The answer is a single figure: how many lines below contain the word "焼津岡部線".

Stored data →
= Beginning of Section =

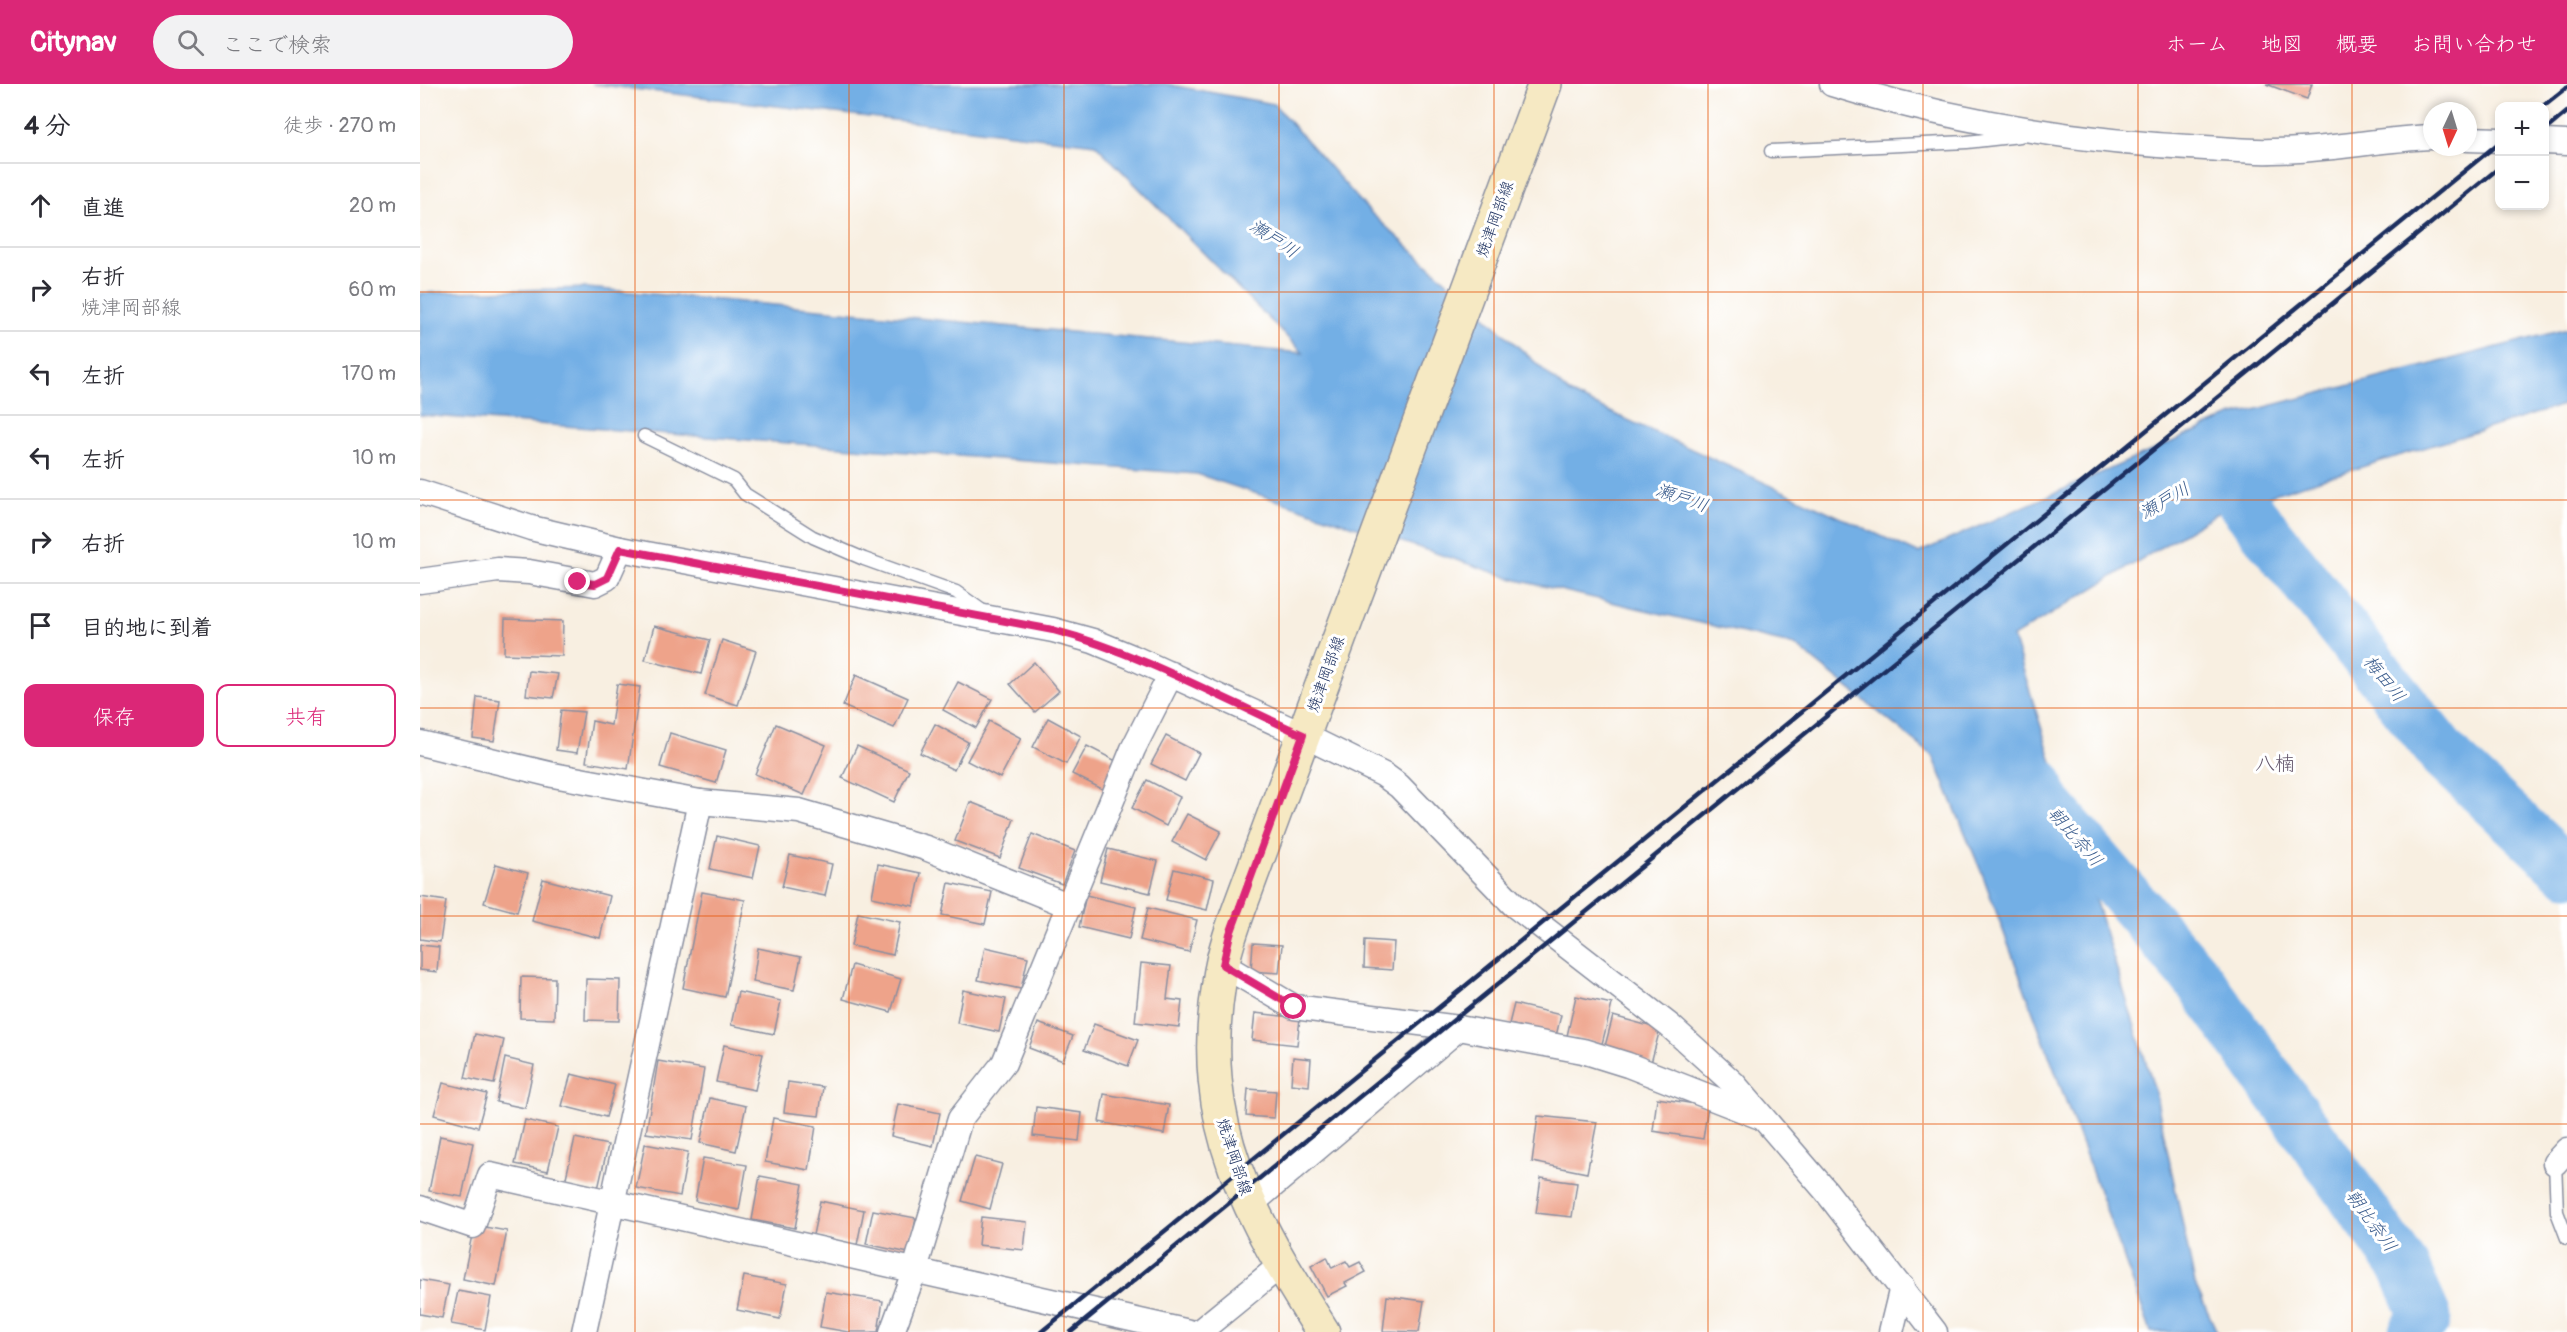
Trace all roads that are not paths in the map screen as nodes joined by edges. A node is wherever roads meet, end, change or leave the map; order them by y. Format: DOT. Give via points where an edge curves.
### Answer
graph roads {
  1 [pos="1545,84"];
  2 [pos="1832,84"];
  3 [pos="2043,133"];
  4 [pos="2423,137"];
  5 [pos="2477,139"];
  6 [pos="2495,140"];
  7 [pos="2549,142"];
  8 [pos="2567,143"];
  9 [pos="1772,151"];
  10 [pos="644,436"];
  11 [pos="420,492"];
  12 [pos="620,549"];
  13 [pos="420,581"];
  14 [pos="994,620"];
  15 [pos="1171,674"];
  16 [pos="1305,729"];
  17 [pos="420,742"];
  18 [pos="700,802"];
  19 [pos="1070,906"];
  20 [pos="1223,965"];
  21 [pos="1459,1028"];
  22 [pos="1765,1119"];
  23 [pos="2561,1156"];
  24 [pos="611,1204"];
  25 [pos="1250,1205"];
  26 [pos="420,1208"];
  27 [pos="2567,1238"];
  28 [pos="1281,1265"];
  29 [pos="915,1269"];
  30 [pos="1902,1287"];
  31 [pos="584,1332"];
  32 [pos="892,1332"];
  33 [pos="1189,1332"];
  34 [pos="1199,1332"];
  35 [pos="1323,1332"];
  36 [pos="1891,1332"];
  37 [pos="1935,1332"];
  1 -- 16 [label="main road, 焼津岡部線"];
  2 -- 3 [label="street" via="1886,100"];
  3 -- 4 [label="street" via="2159,146 2270,152"];
  3 -- 9 [label="lane" via="1967,142"];
  5 -- 6 [label="street"];
  7 -- 8 [label="street"];
  10 -- 14 [label="lane" via="734,480 746,494 813,537 956,592"];
  11 -- 12 [label="street" via="531,528"];
  12 -- 13 [label="street" via="607,578 595,584 498,570"];
  12 -- 14 [label="street"];
  14 -- 15 [label="street" via="1093,641"];
  15 -- 16 [label="street"];
  15 -- 19 [label="street" via="1133,749"];
  16 -- 20 [label="main road, 焼津岡部線" via="1230,934"];
  16 -- 22 [label="street" via="1399,786 1514,905 1670,1026 1734,1084"];
  17 -- 18 [label="street" via="553,775"];
  18 -- 19 [label="street" via="799,811 926,848"];
  18 -- 24 [label="street"];
  19 -- 29 [label="street" via="1004,1063 960,1119"];
  20 -- 21 [label="street" via="1294,1007"];
  20 -- 25 [label="main road, 焼津岡部線" via="1215,1017 1216,1096 1227,1145"];
  21 -- 22 [label="street" via="1617,1061"];
  21 -- 25 [label="street"];
  22 -- 30 [label="street"];
  23 -- 27 [label="lane" via="2558,1212"];
  24 -- 26 [label="street" via="490,1175 473,1226"];
  24 -- 29 [label="street"];
  24 -- 31 [label="street"];
  25 -- 28 [label="main road, 焼津岡部線"];
  28 -- 34 [label="street"];
  28 -- 35 [label="main road, 焼津岡部線"];
  29 -- 32 [label="street"];
  29 -- 33 [label="street"];
  30 -- 36 [label="street"];
  30 -- 37 [label="street"];
}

= End of Section =

PROBLEM SOLUTION →
5